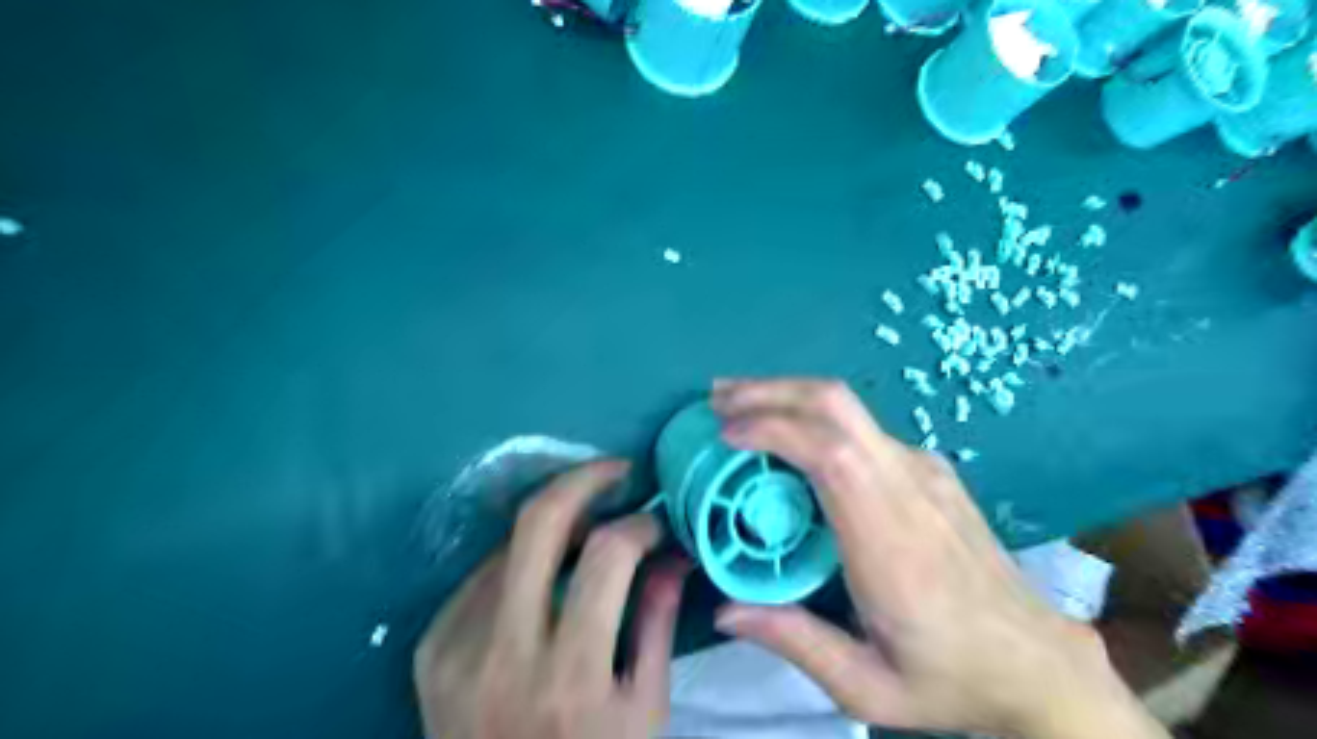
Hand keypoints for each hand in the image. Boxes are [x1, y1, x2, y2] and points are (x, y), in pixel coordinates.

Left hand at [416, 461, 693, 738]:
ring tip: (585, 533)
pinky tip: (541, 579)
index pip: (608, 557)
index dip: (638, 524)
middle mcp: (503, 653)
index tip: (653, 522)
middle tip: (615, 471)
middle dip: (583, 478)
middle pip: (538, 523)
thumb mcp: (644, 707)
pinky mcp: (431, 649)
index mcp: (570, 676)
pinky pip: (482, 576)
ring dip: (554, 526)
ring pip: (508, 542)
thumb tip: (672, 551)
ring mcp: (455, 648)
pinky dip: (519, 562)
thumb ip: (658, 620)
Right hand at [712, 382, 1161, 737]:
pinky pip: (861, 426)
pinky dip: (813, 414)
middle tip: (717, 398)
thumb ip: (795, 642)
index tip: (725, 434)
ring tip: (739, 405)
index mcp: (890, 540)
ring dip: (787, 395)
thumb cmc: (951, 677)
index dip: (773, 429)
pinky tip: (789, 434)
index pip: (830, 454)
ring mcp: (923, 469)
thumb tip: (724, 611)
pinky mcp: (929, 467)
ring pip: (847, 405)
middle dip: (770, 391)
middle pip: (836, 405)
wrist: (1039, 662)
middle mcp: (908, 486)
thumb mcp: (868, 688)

--

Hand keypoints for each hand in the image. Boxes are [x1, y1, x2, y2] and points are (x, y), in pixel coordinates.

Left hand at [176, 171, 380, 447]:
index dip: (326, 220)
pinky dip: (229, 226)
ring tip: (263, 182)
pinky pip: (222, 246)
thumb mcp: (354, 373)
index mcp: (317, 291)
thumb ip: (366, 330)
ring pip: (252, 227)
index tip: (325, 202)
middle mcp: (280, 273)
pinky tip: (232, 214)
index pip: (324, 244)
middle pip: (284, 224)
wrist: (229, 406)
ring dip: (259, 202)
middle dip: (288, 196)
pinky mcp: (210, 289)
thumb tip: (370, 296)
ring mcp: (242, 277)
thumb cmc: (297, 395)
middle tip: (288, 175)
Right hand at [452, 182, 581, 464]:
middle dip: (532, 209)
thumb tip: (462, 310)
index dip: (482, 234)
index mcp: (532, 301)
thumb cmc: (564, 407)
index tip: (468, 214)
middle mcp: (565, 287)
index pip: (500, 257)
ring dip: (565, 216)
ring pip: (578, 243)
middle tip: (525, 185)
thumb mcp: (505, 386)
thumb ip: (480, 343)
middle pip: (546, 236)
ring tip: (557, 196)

Work order: Out of the data above, give again only the lines starting at the one holding "pinky mcp: (431, 649)" and ending at the one holding "thumb mcp: (868, 688)", unchanged.

Response area:
pinky mcp: (431, 649)
index mcp: (570, 676)
pinky pip: (482, 576)
ring dip: (554, 526)
ring pip: (508, 542)
thumb tip: (672, 551)
ring mcp: (455, 648)
pinky dip: (519, 562)
thumb ip: (658, 620)
Right hand at [712, 382, 1161, 737]:
pinky pip: (861, 426)
pinky dip: (813, 414)
middle tip: (717, 398)
thumb ip: (795, 642)
index tip: (725, 434)
ring tip: (739, 405)
index mcp: (890, 540)
ring dip: (787, 395)
thumb cmc: (951, 677)
index dip: (773, 429)
pinky tip: (789, 434)
index pip: (830, 454)
ring mcp: (923, 469)
thumb tip: (724, 611)
pinky mcp: (929, 467)
ring pip: (847, 405)
middle dip: (770, 391)
middle pip: (836, 405)
wrist: (1039, 662)
middle mcp: (908, 486)
thumb mcp: (868, 688)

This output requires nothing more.